Masanori Maeda
Artwork Description
Masanori Maeda (b. 1964 –) graduated as Head of the Class at the most prestigious art university in Japan, The Tokyo University of the Arts, and received the coveted Ataka Prize, which often propels artists on a path to stardom. This was not the case for Maeda. With exceptional technique yet without a clear conception of what he wished to express through painting, Maeda soon drifted to obscurity. Yet in the past few years Maeda has reemerged with a focus on abstraction, a style of painting that he had always wished to paint, inspired by the simplicity and naturalism of the Mono-ha movement. Maeda’s paintings are inspired by the abstract pine trees of the legendary medieval Japanese painter Hasegawa Tohaku, his brushstrokes revealing hints of tension that leave behind a sparse emptiness that fills an ominous, looming presence of what lies beyond.
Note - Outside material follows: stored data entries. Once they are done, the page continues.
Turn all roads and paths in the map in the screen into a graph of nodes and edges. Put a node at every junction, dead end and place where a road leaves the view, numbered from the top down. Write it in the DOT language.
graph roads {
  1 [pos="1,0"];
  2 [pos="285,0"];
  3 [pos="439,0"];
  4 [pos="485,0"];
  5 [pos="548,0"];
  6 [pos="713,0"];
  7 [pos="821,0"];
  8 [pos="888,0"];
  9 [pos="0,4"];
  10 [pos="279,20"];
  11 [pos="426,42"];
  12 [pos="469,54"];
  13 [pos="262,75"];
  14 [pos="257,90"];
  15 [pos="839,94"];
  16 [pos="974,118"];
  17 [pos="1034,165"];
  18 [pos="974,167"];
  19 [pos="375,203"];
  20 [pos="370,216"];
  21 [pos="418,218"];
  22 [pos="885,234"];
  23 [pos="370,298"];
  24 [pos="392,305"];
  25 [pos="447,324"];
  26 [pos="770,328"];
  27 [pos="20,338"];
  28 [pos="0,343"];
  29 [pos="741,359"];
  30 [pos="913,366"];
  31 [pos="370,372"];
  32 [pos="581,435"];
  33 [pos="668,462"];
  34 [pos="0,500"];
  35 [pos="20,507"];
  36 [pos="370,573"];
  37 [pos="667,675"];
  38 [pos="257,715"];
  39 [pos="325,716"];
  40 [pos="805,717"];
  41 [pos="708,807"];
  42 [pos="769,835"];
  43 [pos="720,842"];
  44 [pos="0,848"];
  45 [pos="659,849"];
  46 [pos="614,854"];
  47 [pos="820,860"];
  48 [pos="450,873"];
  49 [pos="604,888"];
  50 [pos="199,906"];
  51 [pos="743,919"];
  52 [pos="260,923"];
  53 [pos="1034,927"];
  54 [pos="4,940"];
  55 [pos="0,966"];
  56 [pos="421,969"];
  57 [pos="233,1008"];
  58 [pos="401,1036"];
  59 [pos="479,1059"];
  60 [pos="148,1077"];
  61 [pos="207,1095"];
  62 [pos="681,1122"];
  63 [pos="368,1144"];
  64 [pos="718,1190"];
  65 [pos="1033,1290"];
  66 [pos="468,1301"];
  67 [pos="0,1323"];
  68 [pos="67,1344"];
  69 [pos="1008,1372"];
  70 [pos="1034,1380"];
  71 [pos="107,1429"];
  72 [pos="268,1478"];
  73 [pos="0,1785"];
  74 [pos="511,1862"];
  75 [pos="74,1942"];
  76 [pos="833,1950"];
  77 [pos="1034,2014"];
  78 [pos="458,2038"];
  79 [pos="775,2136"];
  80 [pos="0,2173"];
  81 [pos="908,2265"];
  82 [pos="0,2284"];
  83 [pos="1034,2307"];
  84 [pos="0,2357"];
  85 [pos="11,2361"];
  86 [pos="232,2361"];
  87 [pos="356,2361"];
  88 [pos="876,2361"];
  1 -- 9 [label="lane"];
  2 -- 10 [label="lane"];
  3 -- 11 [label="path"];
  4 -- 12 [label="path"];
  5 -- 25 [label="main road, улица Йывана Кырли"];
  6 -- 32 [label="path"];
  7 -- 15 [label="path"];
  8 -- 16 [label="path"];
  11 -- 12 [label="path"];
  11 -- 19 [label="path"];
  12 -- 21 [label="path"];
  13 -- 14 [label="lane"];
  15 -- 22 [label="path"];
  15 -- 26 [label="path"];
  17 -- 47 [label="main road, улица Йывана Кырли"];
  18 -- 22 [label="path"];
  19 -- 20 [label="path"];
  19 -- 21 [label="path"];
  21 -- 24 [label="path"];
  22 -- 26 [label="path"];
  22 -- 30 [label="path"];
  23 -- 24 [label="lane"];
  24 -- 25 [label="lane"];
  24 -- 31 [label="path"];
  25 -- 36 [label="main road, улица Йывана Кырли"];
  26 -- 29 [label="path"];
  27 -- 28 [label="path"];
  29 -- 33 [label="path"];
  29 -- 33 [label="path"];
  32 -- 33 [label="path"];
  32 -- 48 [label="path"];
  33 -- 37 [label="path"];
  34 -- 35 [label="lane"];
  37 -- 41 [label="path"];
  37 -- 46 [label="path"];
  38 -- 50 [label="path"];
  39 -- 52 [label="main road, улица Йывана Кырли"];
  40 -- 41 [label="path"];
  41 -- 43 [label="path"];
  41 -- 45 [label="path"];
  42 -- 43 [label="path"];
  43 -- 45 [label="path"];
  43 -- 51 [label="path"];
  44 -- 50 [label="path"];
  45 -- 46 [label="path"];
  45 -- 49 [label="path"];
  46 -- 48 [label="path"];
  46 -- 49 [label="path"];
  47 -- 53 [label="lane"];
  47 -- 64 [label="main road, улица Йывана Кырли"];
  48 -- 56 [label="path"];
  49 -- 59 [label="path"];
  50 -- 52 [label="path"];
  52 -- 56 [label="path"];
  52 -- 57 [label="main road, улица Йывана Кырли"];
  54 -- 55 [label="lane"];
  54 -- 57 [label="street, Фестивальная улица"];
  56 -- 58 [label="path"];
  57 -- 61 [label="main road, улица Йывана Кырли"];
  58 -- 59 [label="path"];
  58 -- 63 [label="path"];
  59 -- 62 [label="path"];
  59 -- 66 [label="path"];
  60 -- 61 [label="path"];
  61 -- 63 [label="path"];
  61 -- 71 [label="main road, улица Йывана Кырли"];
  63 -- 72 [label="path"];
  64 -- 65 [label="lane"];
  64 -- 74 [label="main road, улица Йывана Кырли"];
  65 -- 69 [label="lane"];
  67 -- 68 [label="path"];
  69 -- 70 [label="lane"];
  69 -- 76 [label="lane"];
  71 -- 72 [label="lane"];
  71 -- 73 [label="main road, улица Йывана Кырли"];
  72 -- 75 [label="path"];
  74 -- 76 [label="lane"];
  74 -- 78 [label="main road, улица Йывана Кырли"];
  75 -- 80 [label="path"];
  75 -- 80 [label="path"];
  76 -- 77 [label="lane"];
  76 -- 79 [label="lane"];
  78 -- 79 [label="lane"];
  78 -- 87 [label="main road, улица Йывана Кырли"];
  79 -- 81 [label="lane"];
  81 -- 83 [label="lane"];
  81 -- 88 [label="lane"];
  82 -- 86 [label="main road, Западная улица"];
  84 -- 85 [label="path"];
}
To paint or not to paint what can and cannot be seen – it is this duality of Tohaku that Japanese painter Masanori Maeda endeavours to capture, while also being inspired by the simple forms and strokes of the Mono-ha movement of the 1980’s. His symbols often point to the juxtaposition between life and death, pain and happiness, and other elements that, once forgotten, can lead one to another state of existence that transcends the 2-dimensional, to a realm of serenity and utter calm and “emptiness.” Yet what differs between this latest series, “Area of Colors”, and his previous “both forgotten” series are the discarding of simple colour field lines of symmetry for that of more random fields of colour placed in tandem on a field of white. Rather than constricting himself to linear boundaries of prayer, instead Maeda finds depth within bursts of colour, painting meticulously within each geometric form with the same painstaking brushstrokes of his previous works but in focused parameters that help to symbolize different emotions and philosophies within prayer itself. In fact, these colours are painted upon cut-out shapes of aluminum leaf, whereas the white field is painted using “gofun” seashell powder upon Japanese paper, so that the colours themselves are accentuated further in contrast to the softness of white. Maeda’s romantic idealism has been realised in full, representing thus an emergence of a new approach to Japanese painting for the 21st century.